> [Brief] Copy the records below exactly, omitting any pictures they contain.

> [Recorded information]
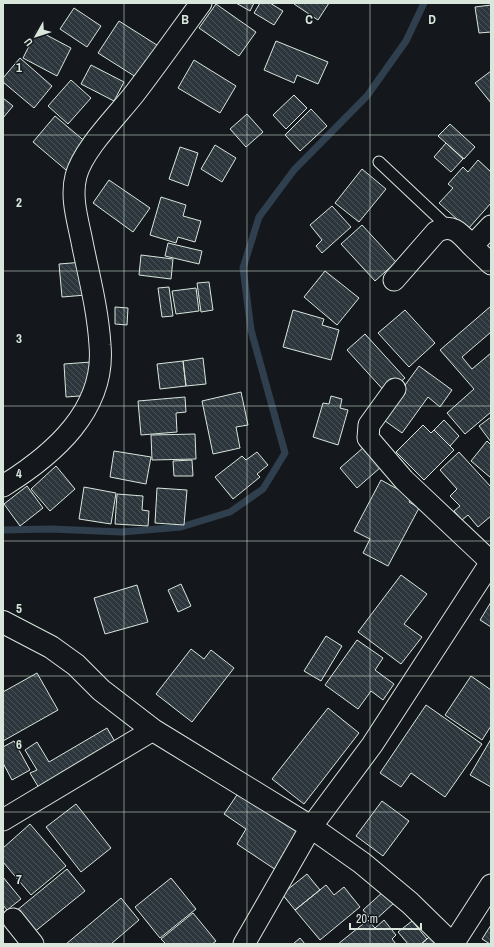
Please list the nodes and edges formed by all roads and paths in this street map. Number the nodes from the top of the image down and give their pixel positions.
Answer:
1 (202, 3) edge
2 (378, 162) dead end
3 (491, 226) edge
4 (448, 227) junction
5 (472, 246) junction
6 (491, 264) edge
7 (394, 280) dead end
8 (395, 389) dead end
9 (3, 486) edge
10 (491, 562) edge
11 (3, 622) edge
12 (153, 730) junction
13 (3, 820) edge
14 (311, 827) junction
15 (491, 885) edge
16 (13, 919) dead end
17 (32, 944) edge
18 (244, 944) edge
19 (452, 944) edge

1 - 9 street
2 - 4 lane
3 - 5 street
4 - 5 street
4 - 7 street
5 - 6 street
8 - 10 street
10 - 14 street
11 - 12 street
12 - 13 street
12 - 14 street
14 - 18 street
14 - 19 street
15 - 19 street
16 - 17 street

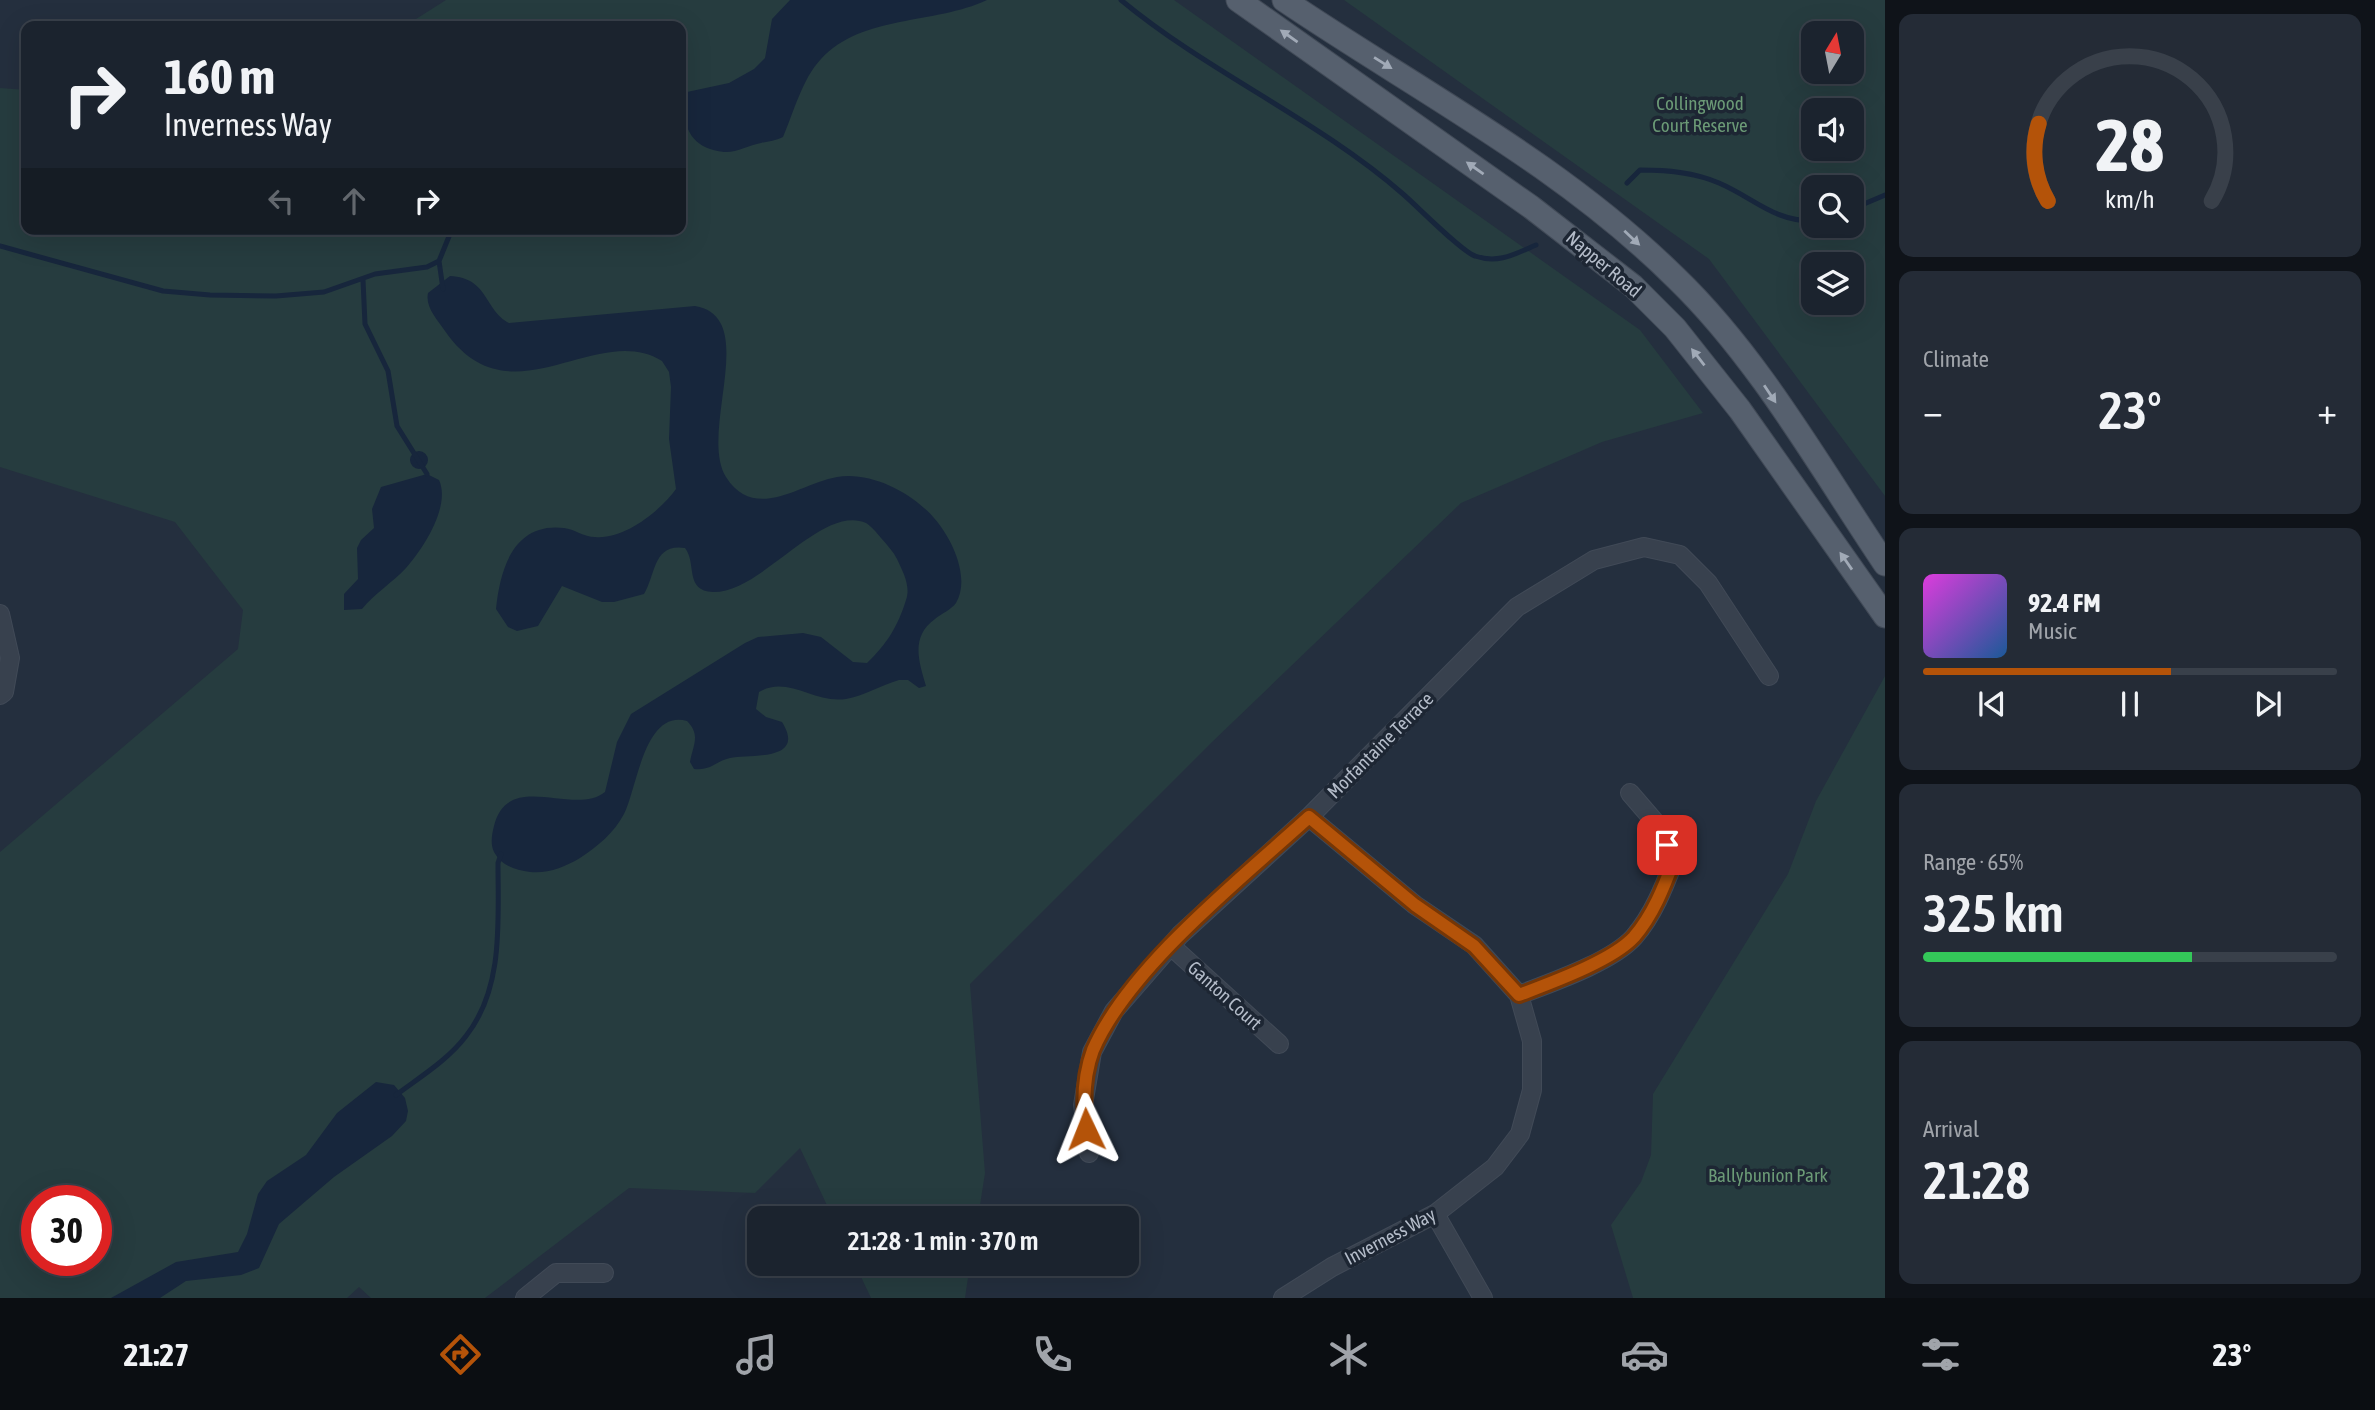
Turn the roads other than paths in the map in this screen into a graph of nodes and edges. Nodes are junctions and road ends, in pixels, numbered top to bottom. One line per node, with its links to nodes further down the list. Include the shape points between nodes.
1 (1238, 0): 5 (main road, Napper Road, one-way to 1, via 1740,410 1675,328 1633,286 1531,207)
2 (1284, 0): 3 (main road, Napper Road, one-way to 3, via 1574,188 1676,277 1731,338)
3 (1885, 564)
4 (0, 614): 7 (street, via 10,658)
5 (1885, 617)
6 (1769, 676): 9 (street, Morfantaine Terrace, via 1708,583 1680,555 1644,547 1594,561 1517,607)
7 (0, 695)
8 (1630, 793): 11 (street, via 1661,829 1674,860 1659,899 1633,938 1582,971)
9 (1309, 817): 10 (street, Morfantaine Terrace); 11 (street, Inverness Way, via 1415,905 1474,946)
10 (1171, 946): 12 (street, Ganton Court); 13 (street, Morfantaine Terrace, via 1114,1011 1092,1052 1083,1105)
11 (1519, 995): 14 (street, Inverness Way, via 1532,1041 1532,1090 1520,1134 1495,1167)
12 (1279, 1044)
13 (1089, 1153)
14 (1435, 1214): 17 (street, Inverness Way); 18 (street)
15 (604, 1273): 16 (street, via 556,1273)
16 (525, 1298)
17 (1283, 1298)
18 (1483, 1298)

> [Response below]
Please list the nodes and edges formed by all roads and paths in this street map. Number the nodes from the top of the image down and give their pixel positions.
Answer:
1 (202, 3) edge
2 (378, 162) dead end
3 (491, 226) edge
4 (448, 227) junction
5 (472, 246) junction
6 (491, 264) edge
7 (394, 280) dead end
8 (395, 389) dead end
9 (3, 486) edge
10 (491, 562) edge
11 (3, 622) edge
12 (153, 730) junction
13 (3, 820) edge
14 (311, 827) junction
15 (491, 885) edge
16 (13, 919) dead end
17 (32, 944) edge
18 (244, 944) edge
19 (452, 944) edge

1 - 9 street
2 - 4 lane
3 - 5 street
4 - 5 street
4 - 7 street
5 - 6 street
8 - 10 street
10 - 14 street
11 - 12 street
12 - 13 street
12 - 14 street
14 - 18 street
14 - 19 street
15 - 19 street
16 - 17 street

Turn the roads other than paths in the map in this screen into a graph of nodes and edges. Nodes are junctions and road ends, in pixels, numbered top to bottom. One line per node, with its links to nodes further down the list. Include the shape points between nodes.
1 (1238, 0): 5 (main road, Napper Road, one-way to 1, via 1740,410 1675,328 1633,286 1531,207)
2 (1284, 0): 3 (main road, Napper Road, one-way to 3, via 1574,188 1676,277 1731,338)
3 (1885, 564)
4 (0, 614): 7 (street, via 10,658)
5 (1885, 617)
6 (1769, 676): 9 (street, Morfantaine Terrace, via 1708,583 1680,555 1644,547 1594,561 1517,607)
7 (0, 695)
8 (1630, 793): 11 (street, via 1661,829 1674,860 1659,899 1633,938 1582,971)
9 (1309, 817): 10 (street, Morfantaine Terrace); 11 (street, Inverness Way, via 1415,905 1474,946)
10 (1171, 946): 12 (street, Ganton Court); 13 (street, Morfantaine Terrace, via 1114,1011 1092,1052 1083,1105)
11 (1519, 995): 14 (street, Inverness Way, via 1532,1041 1532,1090 1520,1134 1495,1167)
12 (1279, 1044)
13 (1089, 1153)
14 (1435, 1214): 17 (street, Inverness Way); 18 (street)
15 (604, 1273): 16 (street, via 556,1273)
16 (525, 1298)
17 (1283, 1298)
18 (1483, 1298)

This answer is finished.